On a Moroccan campus a young Black man, a Malian student, was savagely beaten, spat upon, and called qird (monkey), k’hal (Black), and ’abd (slave) by several thugs. He would be dead, too if his strident cries had not alerted campus guards. On the same campus, a Liberian student was attacked by several Moroccans and stabbed in the stomach. As they fled, one shouted, “Next time, we will kill you! And that’s true for all your comrades, send them that message dirty Azzi (N-word).” Squatter sites of Black migrants have been attacked, leading to beatings and murders in Morocco, especially in and around Tangiers.  

Initially, the Moroccan government reacted passively to these developments. There was no path to legal status for African migrants working illegally (for lower pay than most Moroccans were willing to accept).
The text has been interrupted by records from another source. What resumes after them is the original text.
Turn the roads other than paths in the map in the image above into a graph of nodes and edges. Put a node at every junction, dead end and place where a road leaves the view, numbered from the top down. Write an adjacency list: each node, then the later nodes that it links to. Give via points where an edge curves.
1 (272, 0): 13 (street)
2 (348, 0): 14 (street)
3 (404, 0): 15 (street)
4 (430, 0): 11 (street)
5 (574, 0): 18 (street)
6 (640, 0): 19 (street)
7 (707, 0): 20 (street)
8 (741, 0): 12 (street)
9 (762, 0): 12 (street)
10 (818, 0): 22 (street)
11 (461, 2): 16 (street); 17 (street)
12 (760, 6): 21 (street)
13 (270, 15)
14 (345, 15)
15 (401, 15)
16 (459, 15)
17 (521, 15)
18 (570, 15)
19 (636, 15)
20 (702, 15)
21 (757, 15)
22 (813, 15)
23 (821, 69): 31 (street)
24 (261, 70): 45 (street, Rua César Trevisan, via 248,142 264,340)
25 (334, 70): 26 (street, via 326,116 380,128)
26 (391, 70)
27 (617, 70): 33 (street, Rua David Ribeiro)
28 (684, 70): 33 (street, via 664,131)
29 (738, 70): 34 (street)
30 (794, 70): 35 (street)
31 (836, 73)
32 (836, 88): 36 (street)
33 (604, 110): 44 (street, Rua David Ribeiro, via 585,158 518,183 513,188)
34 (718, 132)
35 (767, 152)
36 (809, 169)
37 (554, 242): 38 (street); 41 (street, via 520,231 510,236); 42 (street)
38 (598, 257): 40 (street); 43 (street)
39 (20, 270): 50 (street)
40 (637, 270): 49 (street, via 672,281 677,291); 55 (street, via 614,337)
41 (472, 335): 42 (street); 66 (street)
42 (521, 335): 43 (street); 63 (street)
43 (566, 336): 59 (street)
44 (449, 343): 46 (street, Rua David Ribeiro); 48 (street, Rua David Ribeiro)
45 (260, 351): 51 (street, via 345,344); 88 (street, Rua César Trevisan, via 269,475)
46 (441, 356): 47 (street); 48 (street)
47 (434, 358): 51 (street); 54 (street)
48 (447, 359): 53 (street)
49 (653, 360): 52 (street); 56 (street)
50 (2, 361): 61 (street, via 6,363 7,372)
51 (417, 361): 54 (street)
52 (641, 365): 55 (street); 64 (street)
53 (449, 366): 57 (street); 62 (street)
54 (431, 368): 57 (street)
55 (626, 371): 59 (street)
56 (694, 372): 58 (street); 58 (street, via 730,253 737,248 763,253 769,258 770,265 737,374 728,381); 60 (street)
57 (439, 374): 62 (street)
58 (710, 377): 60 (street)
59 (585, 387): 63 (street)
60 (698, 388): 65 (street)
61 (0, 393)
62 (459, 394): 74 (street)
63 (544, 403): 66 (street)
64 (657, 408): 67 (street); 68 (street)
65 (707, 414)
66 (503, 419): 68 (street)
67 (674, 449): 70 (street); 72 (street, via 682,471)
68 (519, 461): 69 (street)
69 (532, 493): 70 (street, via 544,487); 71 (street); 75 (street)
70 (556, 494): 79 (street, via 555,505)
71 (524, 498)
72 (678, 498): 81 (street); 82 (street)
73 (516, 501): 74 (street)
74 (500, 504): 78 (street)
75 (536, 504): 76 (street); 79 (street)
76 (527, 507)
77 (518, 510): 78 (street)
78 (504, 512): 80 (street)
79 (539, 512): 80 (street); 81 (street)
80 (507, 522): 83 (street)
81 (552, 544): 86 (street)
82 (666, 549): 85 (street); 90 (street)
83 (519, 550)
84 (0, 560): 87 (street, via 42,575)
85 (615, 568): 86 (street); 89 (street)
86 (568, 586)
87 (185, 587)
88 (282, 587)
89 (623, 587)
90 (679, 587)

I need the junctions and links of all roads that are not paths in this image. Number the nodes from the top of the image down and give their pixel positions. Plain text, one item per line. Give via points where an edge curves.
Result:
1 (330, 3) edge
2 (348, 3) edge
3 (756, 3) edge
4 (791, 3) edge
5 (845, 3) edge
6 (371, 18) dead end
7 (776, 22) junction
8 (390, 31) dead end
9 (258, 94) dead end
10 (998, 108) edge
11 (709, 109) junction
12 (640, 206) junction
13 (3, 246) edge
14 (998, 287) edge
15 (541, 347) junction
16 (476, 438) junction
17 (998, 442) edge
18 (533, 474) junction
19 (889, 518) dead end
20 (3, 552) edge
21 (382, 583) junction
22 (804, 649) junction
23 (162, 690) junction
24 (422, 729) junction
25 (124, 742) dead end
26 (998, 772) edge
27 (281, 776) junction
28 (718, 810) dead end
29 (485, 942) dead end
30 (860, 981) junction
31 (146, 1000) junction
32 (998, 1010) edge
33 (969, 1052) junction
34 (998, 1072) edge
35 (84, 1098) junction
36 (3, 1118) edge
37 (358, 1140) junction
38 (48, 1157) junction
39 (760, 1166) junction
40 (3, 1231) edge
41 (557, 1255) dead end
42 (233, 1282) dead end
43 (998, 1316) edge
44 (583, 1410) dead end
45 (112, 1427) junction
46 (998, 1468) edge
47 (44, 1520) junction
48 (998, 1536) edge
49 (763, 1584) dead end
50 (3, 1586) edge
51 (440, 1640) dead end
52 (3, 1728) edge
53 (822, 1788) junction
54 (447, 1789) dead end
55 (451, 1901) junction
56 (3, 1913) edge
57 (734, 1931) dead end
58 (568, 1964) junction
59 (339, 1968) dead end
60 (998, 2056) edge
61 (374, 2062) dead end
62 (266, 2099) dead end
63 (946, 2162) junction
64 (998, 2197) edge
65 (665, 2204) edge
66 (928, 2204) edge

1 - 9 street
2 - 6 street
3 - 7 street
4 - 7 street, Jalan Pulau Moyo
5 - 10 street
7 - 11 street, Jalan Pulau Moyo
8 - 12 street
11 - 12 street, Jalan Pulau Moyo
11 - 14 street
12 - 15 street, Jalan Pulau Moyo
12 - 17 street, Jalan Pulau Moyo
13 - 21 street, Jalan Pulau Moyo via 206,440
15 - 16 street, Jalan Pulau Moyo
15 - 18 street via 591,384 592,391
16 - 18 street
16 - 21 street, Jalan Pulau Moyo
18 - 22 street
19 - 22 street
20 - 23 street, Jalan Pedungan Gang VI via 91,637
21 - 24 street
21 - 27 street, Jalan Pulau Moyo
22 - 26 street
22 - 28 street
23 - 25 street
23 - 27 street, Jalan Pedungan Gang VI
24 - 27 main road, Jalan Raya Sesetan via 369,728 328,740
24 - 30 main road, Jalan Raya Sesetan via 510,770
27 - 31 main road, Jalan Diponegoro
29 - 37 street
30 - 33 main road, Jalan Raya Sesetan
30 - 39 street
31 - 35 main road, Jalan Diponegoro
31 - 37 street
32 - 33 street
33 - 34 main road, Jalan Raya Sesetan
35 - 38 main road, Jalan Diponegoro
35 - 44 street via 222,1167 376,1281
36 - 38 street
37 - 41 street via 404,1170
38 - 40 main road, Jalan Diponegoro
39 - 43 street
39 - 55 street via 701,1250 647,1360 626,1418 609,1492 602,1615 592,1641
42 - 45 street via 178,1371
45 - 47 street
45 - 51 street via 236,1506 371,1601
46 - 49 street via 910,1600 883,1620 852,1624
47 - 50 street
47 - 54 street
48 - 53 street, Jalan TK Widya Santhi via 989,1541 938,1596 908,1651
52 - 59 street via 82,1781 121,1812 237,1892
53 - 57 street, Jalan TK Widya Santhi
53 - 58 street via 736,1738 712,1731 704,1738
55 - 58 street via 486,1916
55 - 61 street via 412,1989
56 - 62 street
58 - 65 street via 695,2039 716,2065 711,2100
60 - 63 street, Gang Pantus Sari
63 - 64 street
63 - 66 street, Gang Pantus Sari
The security services rounded up migrants, imprisoned some, evicted others to the Algerian desert, and blocked paths to Europe (Baldwin-Edwards, 2006). There was little leadership to protect African migrants and address a deteriorating relationship with Sub-Saharan Africa. 

Morocco pivots to Africa 

This all began to change once King Mohammad VI took a productive, regional policy toward Sub-Saharan Africa and a more humane approach to African migrants. In 2017, after an absence of 33 years, Morocco rejoined the African Union (AU), announcing: “At a time when the Kingdom is among the most developed African nations…we have decided to join our family again.” 
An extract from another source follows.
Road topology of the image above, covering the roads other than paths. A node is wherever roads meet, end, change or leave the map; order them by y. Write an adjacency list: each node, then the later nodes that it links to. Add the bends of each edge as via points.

Creating stronger partnerships with Sub-Saharan African countries helps Morocco grow and diversify its own economy (It also helps build support on the continent for the kingdom’s Western Sahara policy.) 
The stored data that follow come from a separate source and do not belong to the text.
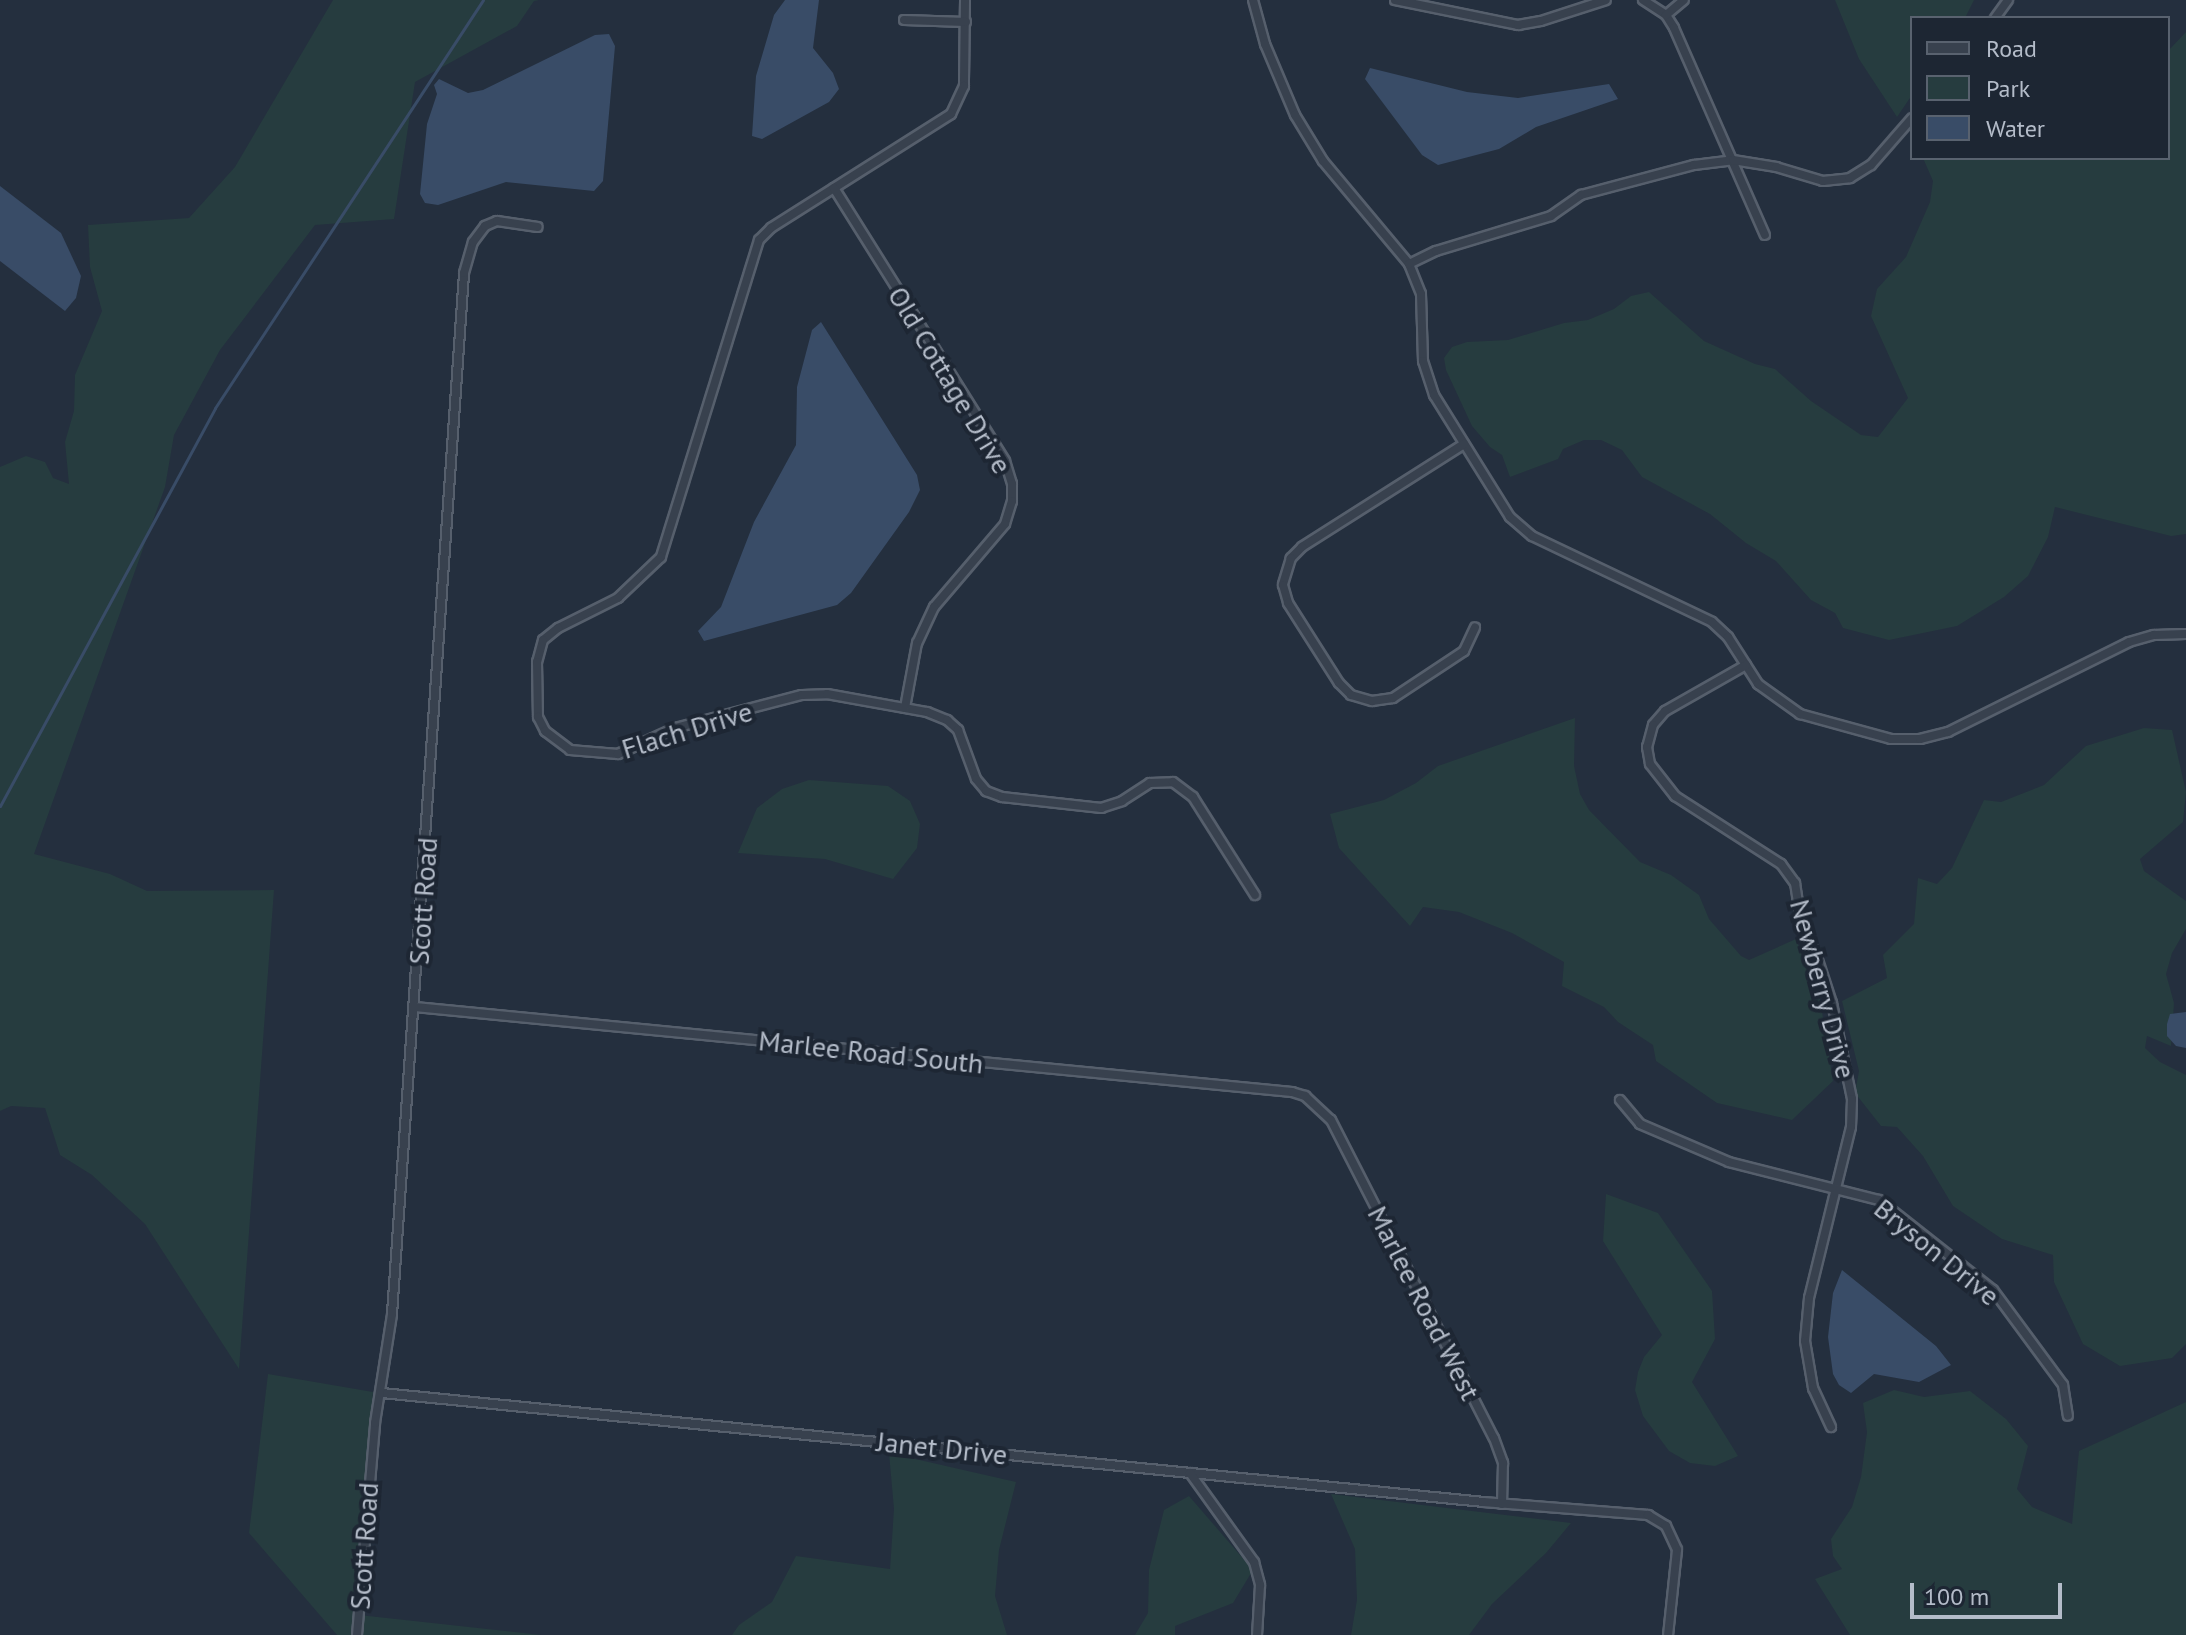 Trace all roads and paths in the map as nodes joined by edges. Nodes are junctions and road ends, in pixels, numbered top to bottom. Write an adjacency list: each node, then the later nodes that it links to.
1 (965, 0): 9 (street, Flach Drive)
2 (1253, 0): 15 (street)
3 (1395, 0): 4 (street)
4 (1606, 0)
5 (1643, 0): 7 (street)
6 (1684, 0): 7 (street)
7 (1666, 15): 11 (street)
8 (904, 20): 9 (street)
9 (966, 22): 12 (street, Flach Drive)
10 (1910, 120): 11 (street)
11 (1733, 160): 14 (street); 15 (street)
12 (834, 188): 20 (street, Old Cottage Drive); 20 (street, Flach Drive)
13 (538, 227): 22 (street, Scott Road)
14 (1765, 235)
15 (1409, 264): 16 (street)
16 (1464, 444): 17 (street); 19 (street)
17 (1475, 627)
18 (2186, 634): 19 (street)
19 (1746, 665): 25 (street, Newberry Drive)
20 (905, 708): 21 (street, Flach Drive)
21 (1255, 895)
22 (415, 1007): 24 (street, Marlee Road South); 26 (street, Scott Road)
23 (1620, 1100): 25 (street, Bryson Drive)
24 (1322, 1108): 30 (street, Marlee Road West)
25 (1837, 1187): 27 (street, Bryson Drive); 28 (street, Newberry Drive)
26 (382, 1393): 29 (street, Janet Drive); 31 (street, Scott Road)
27 (2068, 1416)
28 (1831, 1427)
29 (1190, 1473): 30 (street, Janet Drive); 32 (street)
30 (1502, 1504): 33 (street, Janet Drive)
31 (357, 1635)
32 (1257, 1635)
33 (1668, 1635)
The King has recognized the need for new markets and positioned Morocco to benefit from the economic and demographic growth expected in Sub-Saharan Africa in the coming years, expanding investment and business operations in the region.  

Accompanied by business delegations, the King has led a series of high-profile visits to African countries, which has produced large-scale investments. Between 2003 and 2017, Morocco invested 37 billion dirhams (roughly 9 billion Euros) in Africa, making up around 60% of the country’s overseas investment and making it the leading African investor in West Africa, second only to South Africa as the largest African investor across the continent. 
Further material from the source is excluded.